[Stored data entries]
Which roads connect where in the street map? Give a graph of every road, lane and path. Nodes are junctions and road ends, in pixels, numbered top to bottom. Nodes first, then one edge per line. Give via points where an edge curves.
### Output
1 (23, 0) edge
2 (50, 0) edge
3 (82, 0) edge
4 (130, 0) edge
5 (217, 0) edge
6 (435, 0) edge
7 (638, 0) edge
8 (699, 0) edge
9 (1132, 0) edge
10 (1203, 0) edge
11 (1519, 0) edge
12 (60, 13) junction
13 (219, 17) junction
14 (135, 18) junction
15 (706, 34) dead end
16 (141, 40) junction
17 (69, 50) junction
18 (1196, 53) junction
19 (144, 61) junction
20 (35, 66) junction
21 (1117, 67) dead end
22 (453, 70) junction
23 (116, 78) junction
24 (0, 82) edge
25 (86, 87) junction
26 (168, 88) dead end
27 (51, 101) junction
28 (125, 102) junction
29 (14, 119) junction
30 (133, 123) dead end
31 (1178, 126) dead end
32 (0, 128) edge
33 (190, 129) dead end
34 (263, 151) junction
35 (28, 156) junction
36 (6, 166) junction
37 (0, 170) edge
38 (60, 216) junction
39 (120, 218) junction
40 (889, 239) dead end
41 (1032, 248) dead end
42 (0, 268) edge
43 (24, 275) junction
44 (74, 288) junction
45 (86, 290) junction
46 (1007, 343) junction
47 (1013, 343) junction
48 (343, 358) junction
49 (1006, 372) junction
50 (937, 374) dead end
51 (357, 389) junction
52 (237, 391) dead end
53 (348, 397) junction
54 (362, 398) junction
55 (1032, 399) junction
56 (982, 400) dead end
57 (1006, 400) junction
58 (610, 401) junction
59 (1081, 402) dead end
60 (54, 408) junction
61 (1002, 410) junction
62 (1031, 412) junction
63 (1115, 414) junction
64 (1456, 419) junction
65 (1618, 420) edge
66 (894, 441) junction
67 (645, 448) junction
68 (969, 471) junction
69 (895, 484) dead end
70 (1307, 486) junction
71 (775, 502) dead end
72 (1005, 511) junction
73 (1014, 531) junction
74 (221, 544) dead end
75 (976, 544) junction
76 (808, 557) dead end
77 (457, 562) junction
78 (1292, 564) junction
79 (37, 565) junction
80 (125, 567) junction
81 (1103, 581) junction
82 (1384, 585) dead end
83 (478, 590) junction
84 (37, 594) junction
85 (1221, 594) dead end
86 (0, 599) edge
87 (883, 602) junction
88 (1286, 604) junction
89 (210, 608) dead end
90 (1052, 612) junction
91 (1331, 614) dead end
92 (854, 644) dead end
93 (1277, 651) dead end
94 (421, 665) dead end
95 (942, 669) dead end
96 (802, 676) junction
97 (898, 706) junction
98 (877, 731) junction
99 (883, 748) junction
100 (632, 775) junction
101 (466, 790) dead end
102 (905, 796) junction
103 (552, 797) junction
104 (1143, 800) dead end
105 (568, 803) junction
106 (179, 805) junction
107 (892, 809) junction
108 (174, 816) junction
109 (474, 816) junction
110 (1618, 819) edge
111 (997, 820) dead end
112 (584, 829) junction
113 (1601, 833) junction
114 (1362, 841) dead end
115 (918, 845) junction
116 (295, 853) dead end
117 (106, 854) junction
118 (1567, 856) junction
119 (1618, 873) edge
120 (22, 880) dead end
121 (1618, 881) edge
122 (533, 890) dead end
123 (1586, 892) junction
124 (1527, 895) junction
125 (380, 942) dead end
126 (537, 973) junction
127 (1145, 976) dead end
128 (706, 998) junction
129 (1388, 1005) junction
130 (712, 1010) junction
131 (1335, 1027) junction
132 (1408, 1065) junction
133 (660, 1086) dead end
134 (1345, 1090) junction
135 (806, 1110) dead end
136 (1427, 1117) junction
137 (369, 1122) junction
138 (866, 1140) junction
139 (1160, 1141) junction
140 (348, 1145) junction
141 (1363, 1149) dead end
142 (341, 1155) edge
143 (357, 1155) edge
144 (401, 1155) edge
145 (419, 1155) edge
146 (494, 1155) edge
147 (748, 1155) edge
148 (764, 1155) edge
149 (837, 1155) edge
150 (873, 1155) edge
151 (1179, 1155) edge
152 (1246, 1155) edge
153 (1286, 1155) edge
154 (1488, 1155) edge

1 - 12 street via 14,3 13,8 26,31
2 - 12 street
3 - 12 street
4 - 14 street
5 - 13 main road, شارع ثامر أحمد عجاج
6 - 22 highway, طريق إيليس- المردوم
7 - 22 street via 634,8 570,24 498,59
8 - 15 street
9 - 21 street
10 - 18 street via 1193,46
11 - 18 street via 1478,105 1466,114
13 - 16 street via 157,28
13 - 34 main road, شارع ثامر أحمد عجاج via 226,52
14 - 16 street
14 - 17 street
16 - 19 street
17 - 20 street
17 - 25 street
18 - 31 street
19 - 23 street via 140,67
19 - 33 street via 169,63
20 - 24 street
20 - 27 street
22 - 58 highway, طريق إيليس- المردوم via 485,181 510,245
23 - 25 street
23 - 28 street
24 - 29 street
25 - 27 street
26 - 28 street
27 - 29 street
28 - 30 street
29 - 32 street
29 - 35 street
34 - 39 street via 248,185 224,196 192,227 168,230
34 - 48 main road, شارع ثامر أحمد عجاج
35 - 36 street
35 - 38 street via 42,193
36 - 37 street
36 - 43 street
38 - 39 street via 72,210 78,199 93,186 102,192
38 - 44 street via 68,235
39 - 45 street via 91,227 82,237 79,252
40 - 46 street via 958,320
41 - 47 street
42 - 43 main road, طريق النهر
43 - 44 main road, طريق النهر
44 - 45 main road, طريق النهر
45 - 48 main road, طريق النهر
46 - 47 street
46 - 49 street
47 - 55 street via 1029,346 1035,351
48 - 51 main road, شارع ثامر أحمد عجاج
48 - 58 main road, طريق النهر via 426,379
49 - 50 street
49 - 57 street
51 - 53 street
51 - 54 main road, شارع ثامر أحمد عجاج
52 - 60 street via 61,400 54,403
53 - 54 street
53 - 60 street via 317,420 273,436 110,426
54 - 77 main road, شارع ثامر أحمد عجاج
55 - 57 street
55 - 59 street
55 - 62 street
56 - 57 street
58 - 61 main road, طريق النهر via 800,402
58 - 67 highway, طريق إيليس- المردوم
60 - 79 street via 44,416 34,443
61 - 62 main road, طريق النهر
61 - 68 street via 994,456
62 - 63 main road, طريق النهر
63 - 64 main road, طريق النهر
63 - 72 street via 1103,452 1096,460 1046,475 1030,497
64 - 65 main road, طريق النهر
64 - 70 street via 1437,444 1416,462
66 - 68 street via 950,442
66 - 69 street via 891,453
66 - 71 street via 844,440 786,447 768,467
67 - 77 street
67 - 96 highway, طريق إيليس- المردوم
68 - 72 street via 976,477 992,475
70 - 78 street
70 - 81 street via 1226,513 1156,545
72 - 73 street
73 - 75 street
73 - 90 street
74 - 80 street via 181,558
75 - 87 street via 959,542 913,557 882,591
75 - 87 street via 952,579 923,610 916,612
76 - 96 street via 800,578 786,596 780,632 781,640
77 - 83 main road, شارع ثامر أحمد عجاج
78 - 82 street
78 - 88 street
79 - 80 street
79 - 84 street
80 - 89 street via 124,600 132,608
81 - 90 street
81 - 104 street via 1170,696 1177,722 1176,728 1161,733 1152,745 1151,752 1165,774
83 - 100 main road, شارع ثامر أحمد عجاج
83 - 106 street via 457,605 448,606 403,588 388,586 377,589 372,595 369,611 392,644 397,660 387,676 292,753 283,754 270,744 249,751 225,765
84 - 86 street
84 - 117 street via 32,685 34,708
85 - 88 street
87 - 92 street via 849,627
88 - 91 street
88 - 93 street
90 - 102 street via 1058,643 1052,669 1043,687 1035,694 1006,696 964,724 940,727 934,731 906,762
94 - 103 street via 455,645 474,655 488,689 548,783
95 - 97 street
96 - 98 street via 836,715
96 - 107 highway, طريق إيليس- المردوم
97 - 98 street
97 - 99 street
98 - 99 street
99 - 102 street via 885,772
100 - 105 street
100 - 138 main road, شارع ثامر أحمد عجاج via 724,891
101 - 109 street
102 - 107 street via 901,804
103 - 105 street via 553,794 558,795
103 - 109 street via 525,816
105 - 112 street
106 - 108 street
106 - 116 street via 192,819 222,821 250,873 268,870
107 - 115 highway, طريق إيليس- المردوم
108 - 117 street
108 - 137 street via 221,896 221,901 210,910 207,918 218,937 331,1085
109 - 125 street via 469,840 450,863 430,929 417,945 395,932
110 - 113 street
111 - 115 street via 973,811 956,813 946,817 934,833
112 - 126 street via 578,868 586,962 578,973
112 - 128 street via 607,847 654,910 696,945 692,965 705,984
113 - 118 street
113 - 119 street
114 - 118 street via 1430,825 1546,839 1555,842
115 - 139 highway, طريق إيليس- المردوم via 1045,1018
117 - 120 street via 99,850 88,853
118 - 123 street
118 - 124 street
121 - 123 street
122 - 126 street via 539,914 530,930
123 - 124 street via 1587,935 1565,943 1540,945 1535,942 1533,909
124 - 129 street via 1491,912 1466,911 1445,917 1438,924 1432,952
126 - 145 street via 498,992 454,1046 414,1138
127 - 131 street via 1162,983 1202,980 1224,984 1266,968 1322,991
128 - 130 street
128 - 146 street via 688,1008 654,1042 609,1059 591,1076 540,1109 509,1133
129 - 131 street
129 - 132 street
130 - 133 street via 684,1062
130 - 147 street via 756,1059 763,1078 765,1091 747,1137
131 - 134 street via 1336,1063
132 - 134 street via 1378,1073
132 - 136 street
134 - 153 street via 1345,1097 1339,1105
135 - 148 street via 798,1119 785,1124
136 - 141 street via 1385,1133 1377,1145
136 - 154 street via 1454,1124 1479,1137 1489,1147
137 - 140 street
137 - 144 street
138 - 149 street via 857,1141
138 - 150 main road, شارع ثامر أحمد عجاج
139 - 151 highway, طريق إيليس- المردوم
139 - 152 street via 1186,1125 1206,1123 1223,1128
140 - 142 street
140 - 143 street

_WHAT TO WORK ON_. For the word "المردوم", work out how many lines of the entries contain it, and state the number alone.

_ANSWER FOR THE TASK_. 8